> Your goal
Pull out every line of the listing below where "João" appears.

> Entries provided

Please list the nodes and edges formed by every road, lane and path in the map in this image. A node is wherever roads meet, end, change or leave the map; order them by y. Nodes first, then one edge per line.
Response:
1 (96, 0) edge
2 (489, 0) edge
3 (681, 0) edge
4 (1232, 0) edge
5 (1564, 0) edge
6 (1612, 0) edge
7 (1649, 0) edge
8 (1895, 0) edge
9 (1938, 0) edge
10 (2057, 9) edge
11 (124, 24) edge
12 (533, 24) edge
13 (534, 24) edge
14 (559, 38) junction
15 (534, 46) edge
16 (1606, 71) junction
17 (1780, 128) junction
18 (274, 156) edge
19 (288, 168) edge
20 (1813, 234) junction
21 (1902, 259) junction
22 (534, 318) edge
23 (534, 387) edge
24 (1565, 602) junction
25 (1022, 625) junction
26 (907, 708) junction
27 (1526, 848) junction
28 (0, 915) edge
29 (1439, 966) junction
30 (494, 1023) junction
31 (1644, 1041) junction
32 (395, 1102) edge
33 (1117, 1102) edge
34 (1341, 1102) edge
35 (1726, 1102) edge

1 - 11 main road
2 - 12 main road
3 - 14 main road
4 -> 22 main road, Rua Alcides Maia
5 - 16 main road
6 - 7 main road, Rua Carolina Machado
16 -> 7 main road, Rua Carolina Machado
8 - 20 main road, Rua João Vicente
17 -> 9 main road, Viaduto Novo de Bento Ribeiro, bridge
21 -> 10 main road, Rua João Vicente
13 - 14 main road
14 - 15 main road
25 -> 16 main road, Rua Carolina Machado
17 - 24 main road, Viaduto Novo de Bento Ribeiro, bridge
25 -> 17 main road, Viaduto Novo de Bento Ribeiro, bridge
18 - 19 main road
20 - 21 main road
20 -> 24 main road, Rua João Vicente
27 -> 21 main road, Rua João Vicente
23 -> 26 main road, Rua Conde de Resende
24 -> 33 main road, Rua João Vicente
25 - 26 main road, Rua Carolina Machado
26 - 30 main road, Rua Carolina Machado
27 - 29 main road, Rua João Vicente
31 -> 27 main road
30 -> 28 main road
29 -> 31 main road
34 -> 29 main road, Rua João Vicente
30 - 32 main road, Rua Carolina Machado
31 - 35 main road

> Solution for this exercise
8 - 20 main road, Rua João Vicente
21 -> 10 main road, Rua João Vicente
20 -> 24 main road, Rua João Vicente
27 -> 21 main road, Rua João Vicente
24 -> 33 main road, Rua João Vicente
27 - 29 main road, Rua João Vicente
34 -> 29 main road, Rua João Vicente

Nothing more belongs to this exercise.